The demands of aerospace and defense has been one of the main driving forces for fast development of infrared (IR) optics, in particular for infrared optics that will operate in a short-wave infrared range (SWIR) of 1-3 μm, a middle-wave infrared range (MWIR) 3-5 μm, and long-wave infrared range (LWIR) of 8-14 μm. The materials that can be used for the LWIR region are limited because the most frequently materials that are used are oxide materials and they are not transparent in the LWIR spectral regime. Germanium (Ge), zinc-selenide (ZnSe) and zinc-sulfide (ZnS) are the most popular optical window materials for use in the LWIR regime, these materials having a transmittance of 47%, 71% and 75%, respectively. An additional consideration of importance is that the IR optic made of the foregoing materials may be exposed to severe environmental condition for various applications. Consequently, environmentally durable antireflection (AR) coatings are necessary for LWIR optics applications.

The optical performance of an AR coating is dominated by the refractive index of outermost layer. A low refractive index of the outermost layer enables one to achieve a broadband AR coating. However, coating durability and environmental stability are mainly affected by the outermost layer in optical coatings. As a result, the material property of the outermost layer plays a critical role not only in optical performance, but also in mechanical strength and environmental stability. An IR-AR coating from 7.7μ to 10.3μ has been established where ytterbium fluoride (YbF3) is used as the outermost layer. There are IR-AR coatings in current use that pass the both the optical specification and a moderate abrasion test with a minimum bearing force of 1 pound.
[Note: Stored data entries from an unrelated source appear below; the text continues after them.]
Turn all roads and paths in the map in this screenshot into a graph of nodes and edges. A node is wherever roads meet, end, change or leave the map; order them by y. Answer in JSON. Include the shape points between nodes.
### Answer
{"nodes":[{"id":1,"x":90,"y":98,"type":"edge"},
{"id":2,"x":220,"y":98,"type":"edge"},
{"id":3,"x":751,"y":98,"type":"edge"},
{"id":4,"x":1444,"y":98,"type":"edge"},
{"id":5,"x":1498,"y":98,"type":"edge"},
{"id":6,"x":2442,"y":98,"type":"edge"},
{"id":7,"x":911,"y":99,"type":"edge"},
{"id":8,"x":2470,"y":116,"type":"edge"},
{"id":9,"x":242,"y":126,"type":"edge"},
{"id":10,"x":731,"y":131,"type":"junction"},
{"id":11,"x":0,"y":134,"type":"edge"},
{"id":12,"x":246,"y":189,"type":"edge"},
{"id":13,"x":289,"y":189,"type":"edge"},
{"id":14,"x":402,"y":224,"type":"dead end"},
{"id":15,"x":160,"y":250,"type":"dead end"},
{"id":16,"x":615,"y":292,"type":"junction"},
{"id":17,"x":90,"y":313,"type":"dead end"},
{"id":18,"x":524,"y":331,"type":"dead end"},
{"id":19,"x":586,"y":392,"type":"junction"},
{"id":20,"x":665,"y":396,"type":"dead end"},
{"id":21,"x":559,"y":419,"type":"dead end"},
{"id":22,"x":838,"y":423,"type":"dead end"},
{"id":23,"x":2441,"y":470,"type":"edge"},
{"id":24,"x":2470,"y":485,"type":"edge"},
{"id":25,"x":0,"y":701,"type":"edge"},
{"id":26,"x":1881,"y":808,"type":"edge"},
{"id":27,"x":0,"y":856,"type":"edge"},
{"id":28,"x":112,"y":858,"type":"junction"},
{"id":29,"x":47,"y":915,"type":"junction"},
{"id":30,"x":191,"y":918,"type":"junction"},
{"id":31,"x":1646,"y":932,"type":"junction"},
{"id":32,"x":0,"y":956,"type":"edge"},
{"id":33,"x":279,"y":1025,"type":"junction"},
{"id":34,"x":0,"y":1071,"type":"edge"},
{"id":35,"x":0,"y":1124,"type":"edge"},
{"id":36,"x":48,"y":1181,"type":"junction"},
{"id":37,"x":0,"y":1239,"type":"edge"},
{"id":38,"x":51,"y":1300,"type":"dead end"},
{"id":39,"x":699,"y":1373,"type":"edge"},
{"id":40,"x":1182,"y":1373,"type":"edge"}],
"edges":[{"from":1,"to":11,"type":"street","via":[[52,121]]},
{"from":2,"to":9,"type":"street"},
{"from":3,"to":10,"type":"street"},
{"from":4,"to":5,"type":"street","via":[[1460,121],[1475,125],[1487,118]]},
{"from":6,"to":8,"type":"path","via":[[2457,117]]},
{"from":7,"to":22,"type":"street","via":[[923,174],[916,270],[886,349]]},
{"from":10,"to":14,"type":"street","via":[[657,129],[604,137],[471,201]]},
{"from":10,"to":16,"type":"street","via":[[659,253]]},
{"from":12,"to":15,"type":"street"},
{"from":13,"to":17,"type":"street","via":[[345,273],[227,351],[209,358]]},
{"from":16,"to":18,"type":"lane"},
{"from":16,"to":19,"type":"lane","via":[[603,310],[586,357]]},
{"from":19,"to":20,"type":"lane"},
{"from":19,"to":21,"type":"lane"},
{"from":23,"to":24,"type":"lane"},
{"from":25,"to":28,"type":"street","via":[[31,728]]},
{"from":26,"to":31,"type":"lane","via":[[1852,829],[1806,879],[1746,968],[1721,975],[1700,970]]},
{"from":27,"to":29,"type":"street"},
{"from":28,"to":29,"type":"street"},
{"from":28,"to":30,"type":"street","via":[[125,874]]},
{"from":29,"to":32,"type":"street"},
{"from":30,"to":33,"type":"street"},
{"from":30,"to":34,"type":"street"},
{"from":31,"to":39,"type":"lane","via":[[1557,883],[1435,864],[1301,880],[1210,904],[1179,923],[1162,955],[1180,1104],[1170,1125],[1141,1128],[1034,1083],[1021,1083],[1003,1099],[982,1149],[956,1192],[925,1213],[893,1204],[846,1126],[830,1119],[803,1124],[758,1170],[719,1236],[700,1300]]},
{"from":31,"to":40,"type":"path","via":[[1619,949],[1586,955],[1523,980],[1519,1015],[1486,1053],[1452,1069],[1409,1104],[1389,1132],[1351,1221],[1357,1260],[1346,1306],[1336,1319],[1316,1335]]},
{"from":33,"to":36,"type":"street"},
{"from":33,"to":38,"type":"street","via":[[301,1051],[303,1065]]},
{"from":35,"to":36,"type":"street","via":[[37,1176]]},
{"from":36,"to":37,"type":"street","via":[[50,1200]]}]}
However, recently it has been indicated that a severe abrasion test will be required for future LWIR AR coated products. The existing AR coating, however, could not pass the severe abrasion test with a barring force between 2 and 2.5 lbs (MIL-C-48497A). Consequently, there is a need for a low refractive index coating material with durable mechanical property to ensure both a broadband antireflection spectral performance and to withstand the severe abrasion test. At the present time there are no optical AR coatings that give satisfactory performance, transmission, including abrasion resistance, in all of (1) a short-wave infrared range (SWIR) of 1-3 μm, (2) a middle-wave infrared range (MWIR) 3-5 μm, and (3) a long-wave infrared range (LWIR) of 8-14 μm.
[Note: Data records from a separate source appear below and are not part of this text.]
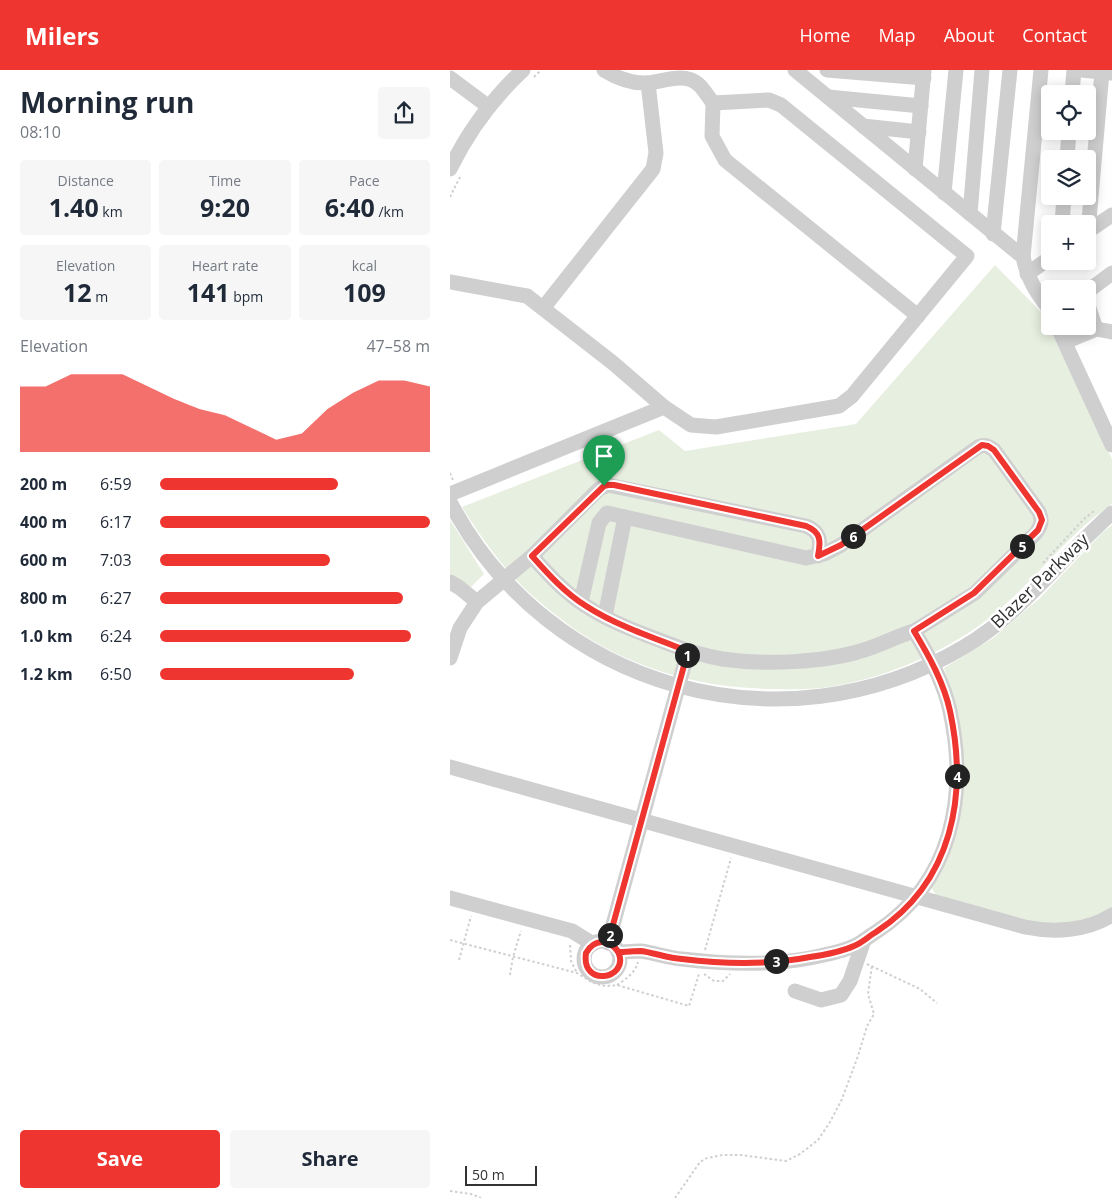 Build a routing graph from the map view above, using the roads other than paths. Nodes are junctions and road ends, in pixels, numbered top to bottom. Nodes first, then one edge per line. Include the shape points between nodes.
1 (604, 70) edge
2 (795, 70) edge
3 (827, 70) edge
4 (956, 70) edge
5 (982, 70) edge
6 (1010, 70) edge
7 (1041, 70) edge
8 (1074, 70) edge
9 (1082, 70) edge
10 (1107, 72) edge
11 (924, 74) edge
12 (527, 75) edge
13 (450, 78) edge
14 (648, 83) junction
15 (1073, 85) edge
16 (828, 97) junction
17 (713, 103) junction
18 (921, 106) junction
19 (489, 107) junction
20 (863, 126) junction
21 (919, 132) junction
22 (915, 169) junction
23 (455, 172) edge
24 (944, 193) junction
25 (970, 214) junction
26 (1090, 215) edge
27 (1112, 215) edge
28 (1096, 226) edge
29 (994, 234) junction
30 (1023, 257) junction
31 (1041, 264) edge
32 (1112, 273) edge
33 (1027, 274) junction
34 (450, 282) edge
35 (1096, 285) edge
36 (1041, 298) edge
37 (544, 308) junction
38 (918, 316) junction
39 (1096, 329) edge
40 (1112, 332) edge
41 (1062, 335) edge
42 (1082, 335) edge
43 (1065, 342) junction
44 (664, 407) junction
45 (1112, 444) edge
46 (453, 496) edge
47 (1105, 511) edge
48 (625, 517) junction
49 (532, 556) junction
50 (818, 556) junction
51 (504, 580) junction
52 (450, 582) edge
53 (477, 602) junction
54 (581, 602) junction
55 (605, 616) junction
56 (914, 631) junction
57 (688, 651) junction
58 (450, 658) edge
59 (933, 664) junction
60 (679, 687) junction
61 (450, 767) edge
62 (642, 820) junction
63 (917, 897) junction
64 (450, 898) edge
65 (1112, 916) edge
66 (864, 940) junction
67 (607, 946) junction
68 (795, 992) dead end

1 - 14 street via 630,82
2 - 16 street
3 - 11 street
4 - 24 street
5 - 25 street
6 - 29 street
7 - 30 street
8 - 15 street
9 - 10 street
10 - 26 street
11 - 18 street
12 - 19 street
13 - 19 street
14 - 17 street via 687,78 698,84
14 - 37 street via 656,153 652,169
16 - 18 street
16 - 20 street
17 - 38 street via 712,136 725,160
17 - 38 street via 769,100 781,105 967,256
18 - 21 street
19 - 23 street via 467,138
20 - 21 street
20 - 22 street
21 - 22 street
22 - 24 street
24 - 25 street
25 - 29 street
27 - 28 street
29 - 30 street
30 - 33 street
31 - 33 street
32 - 35 street
33 - 36 street
34 - 37 street via 527,296
37 - 44 street
38 - 44 street via 852,396 839,406 716,427 691,425
39 - 40 street
41 - 43 street
42 - 43 street
43 - 45 street
44 - 46 street
46 - 51 street, Blazer Parkway via 477,547
47 - 59 street, Blazer Parkway via 1094,529 1025,601 979,638
48 - 50 street via 806,558
48 - 54 street via 607,513 599,523
48 - 55 street
49 - 50 street via 608,485 806,526 818,535
49 - 51 street
49 - 54 street via 558,584
50 - 56 street via 841,545 978,447 988,446 994,450 1039,512 1041,525 974,593
51 - 53 street
51 - 60 street, Blazer Parkway via 536,611 572,638 630,670
52 - 53 street
53 - 58 street via 460,628
54 - 55 street
55 - 57 street
56 - 57 street via 864,650 820,661 722,659
56 - 59 street
57 - 60 street
59 - 60 street, Blazer Parkway via 852,692 810,698 746,699
59 - 63 street via 949,709 956,749 957,796 948,841
60 - 62 street
61 - 62 street
62 - 63 street
62 - 67 street
63 - 65 street via 1040,930 1077,929
63 - 66 street via 890,923
64 - 67 street via 572,931
66 - 67 street via 854,946 809,958 749,964 681,959
66 - 68 street via 850,981 841,995 821,1000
The present disclosure is directed to the formation an optic having a smooth, dense uniform composited MgO—MgF2 coating and a method of forming such composited coating from a MgF2 source material by vaporization of the MgF2 material and fluorine depletion on an oxygen-containing plasma atmosphere that further densifies and smoothes the composited MgO—MgF2 coating. The disclosure is further directed to a low refractive index coating material with durable mechanical properties that provides a broadband antireflection spectral performance in the range of 1-14 μm and can withstand a severe abrasion test. For a selected IR range, for example, SWIR, MWIR or LWIR, the thickness of the coating is dependent on the range in which it will be used. Thus the thickest coatings will be used in the LWIR range, the thinnest coatings will be used in the SWIR range, and coatings of intermediate thickness will be used in the MWIR range. The composited MgO—MgF2 coating described herein can be used in all three ranges. The broad range for the deposited coating is 100 nm to 1500 nm. In an embodiment for the LWIR range the coating thickness is in the range of 600 nm to 900 nm. In an embodiment for the MWIR range the thickness is in the range of 250 nm to 450 nm. In an embodiment for the SWIR range the thickness is in the range of 150 nm to 300 nm.

While MgF2, one of the hardest metal fluoride materials, seems to be a good candidate as low refractive index capping layer because of its transparency up to the LWIR, it has one detriment. It is known that a relative thicker layer is required in the LWIR spectral regime as compared to the VIS and UV spectral regimes. In fact, an MgF2 AR coating must be up to 40 times thicker in the LWIR range than an MgF2 coating in the UV range. However, MgF2 film porosity and surface roughness rise significantly as layer thickness increases, and this in turn reduces the corresponding film durability for LWIR application. The present disclosure solves this problem through the use of modified plasma ion-assisted deposition with in-situ plasma smoothing to provide a technical solution by the production of a chemically and mechanically strengthened the MgO—MgF2 composited coating.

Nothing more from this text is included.